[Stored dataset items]
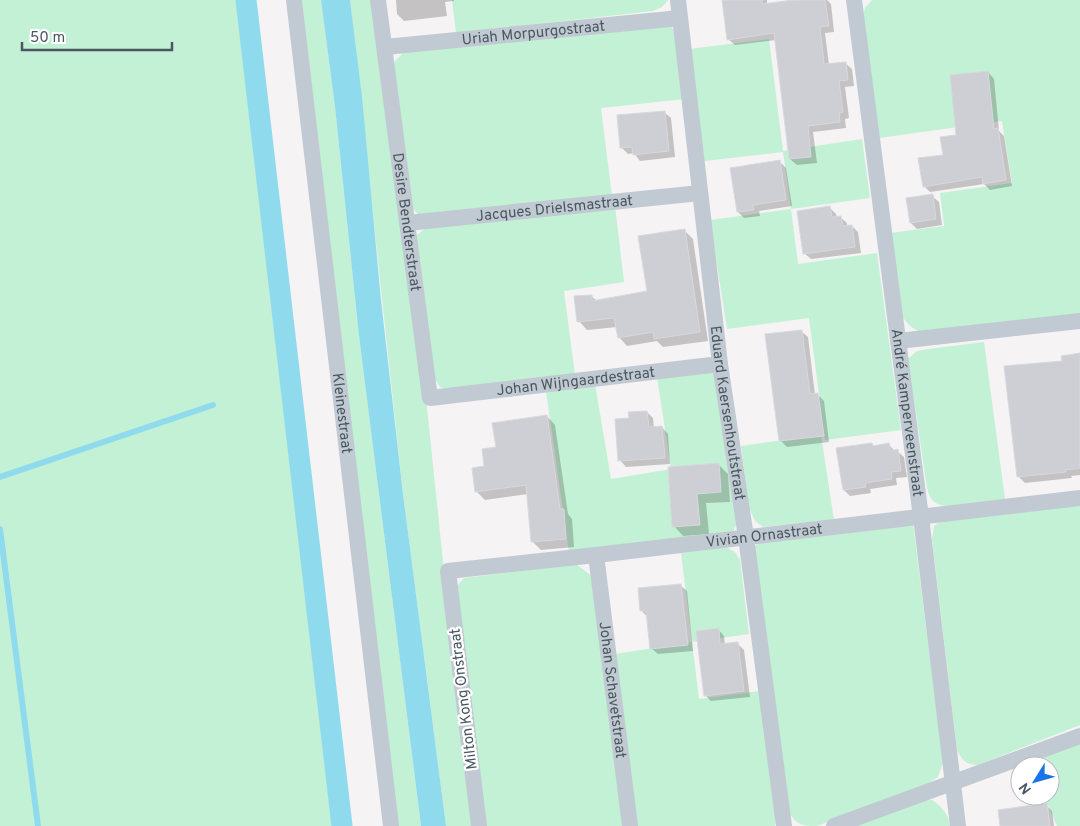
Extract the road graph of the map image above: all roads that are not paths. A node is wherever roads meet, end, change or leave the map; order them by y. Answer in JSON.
{"nodes":[{"id":1,"x":294,"y":0,"type":"edge"},
{"id":2,"x":378,"y":0,"type":"edge"},
{"id":3,"x":678,"y":0,"type":"edge"},
{"id":4,"x":854,"y":0,"type":"edge"},
{"id":5,"x":680,"y":18,"type":"junction"},
{"id":6,"x":385,"y":47,"type":"junction"},
{"id":7,"x":700,"y":193,"type":"junction"},
{"id":8,"x":407,"y":223,"type":"junction"},
{"id":9,"x":1080,"y":321,"type":"edge"},
{"id":10,"x":898,"y":342,"type":"junction"},
{"id":11,"x":720,"y":364,"type":"junction"},
{"id":12,"x":430,"y":398,"type":"joint"},
{"id":13,"x":1080,"y":498,"type":"edge"},
{"id":14,"x":921,"y":517,"type":"junction"},
{"id":15,"x":746,"y":537,"type":"junction"},
{"id":16,"x":596,"y":555,"type":"junction"},
{"id":17,"x":448,"y":571,"type":"joint"},
{"id":18,"x":1080,"y":736,"type":"edge"},
{"id":19,"x":952,"y":781,"type":"junction"},
{"id":20,"x":391,"y":826,"type":"edge"},
{"id":21,"x":479,"y":826,"type":"edge"},
{"id":22,"x":630,"y":826,"type":"edge"},
{"id":23,"x":784,"y":826,"type":"edge"},
{"id":24,"x":834,"y":826,"type":"edge"},
{"id":25,"x":958,"y":826,"type":"edge"}],
"edges":[{"from":1,"to":20,"type":"street","name":"Kleinestraat"},
{"from":2,"to":6,"type":"street","name":"Desire Bendterstraat"},
{"from":3,"to":5,"type":"street","name":"Eduard Kaersenhoutstraat"},
{"from":4,"to":10,"type":"street","name":"André Kamperveenstraat"},
{"from":5,"to":6,"type":"street","name":"Uriah Morpurgostraat"},
{"from":5,"to":7,"type":"street","name":"Eduard Kaersenhoutstraat"},
{"from":6,"to":8,"type":"street","name":"Desire Bendterstraat"},
{"from":7,"to":8,"type":"street","name":"Jacques Drielsmastraat"},
{"from":7,"to":11,"type":"street","name":"Eduard Kaersenhoutstraat"},
{"from":8,"to":12,"type":"street","name":"Desire Bendterstraat"},
{"from":9,"to":10,"type":"street"},
{"from":10,"to":14,"type":"street","name":"André Kamperveenstraat"},
{"from":11,"to":12,"type":"street","name":"Johan Wijngaardestraat"},
{"from":11,"to":15,"type":"street","name":"Eduard Kaersenhoutstraat"},
{"from":13,"to":14,"type":"street","name":"Vivian Ornastraat"},
{"from":14,"to":15,"type":"street","name":"Vivian Ornastraat"},
{"from":14,"to":19,"type":"street","name":"André Kamperveenstraat"},
{"from":15,"to":16,"type":"street","name":"Vivian Ornastraat"},
{"from":15,"to":23,"type":"street","name":"Eduard Kaersenhoutstraat"},
{"from":16,"to":17,"type":"street","name":"Vivian Ornastraat"},
{"from":16,"to":22,"type":"street","name":"Johan Schavetstraat"},
{"from":17,"to":21,"type":"street","name":"Milton Kong Onstraat"},
{"from":18,"to":19,"type":"street"},
{"from":19,"to":24,"type":"street"},
{"from":19,"to":25,"type":"street","name":"André Kamperveenstraat"}]}
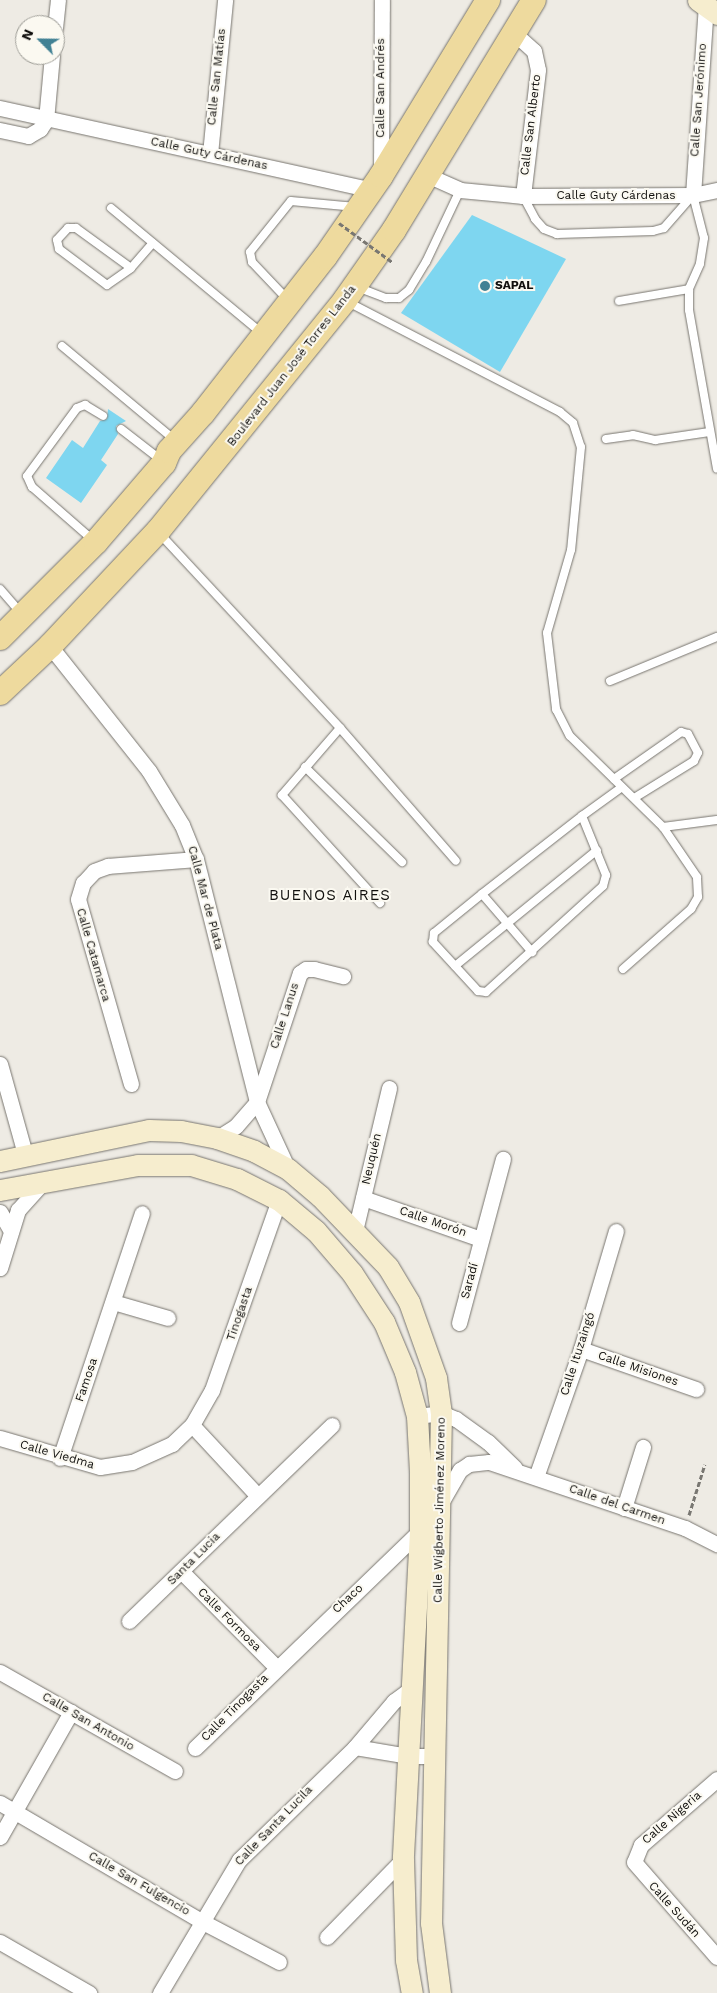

(TASK STATEMENT): Copy out every line of the data that includes the word "Bendterstraat".

(TASK RESULT):
{"from":2,"to":6,"type":"street","name":"Desire Bendterstraat"},
{"from":6,"to":8,"type":"street","name":"Desire Bendterstraat"},
{"from":8,"to":12,"type":"street","name":"Desire Bendterstraat"},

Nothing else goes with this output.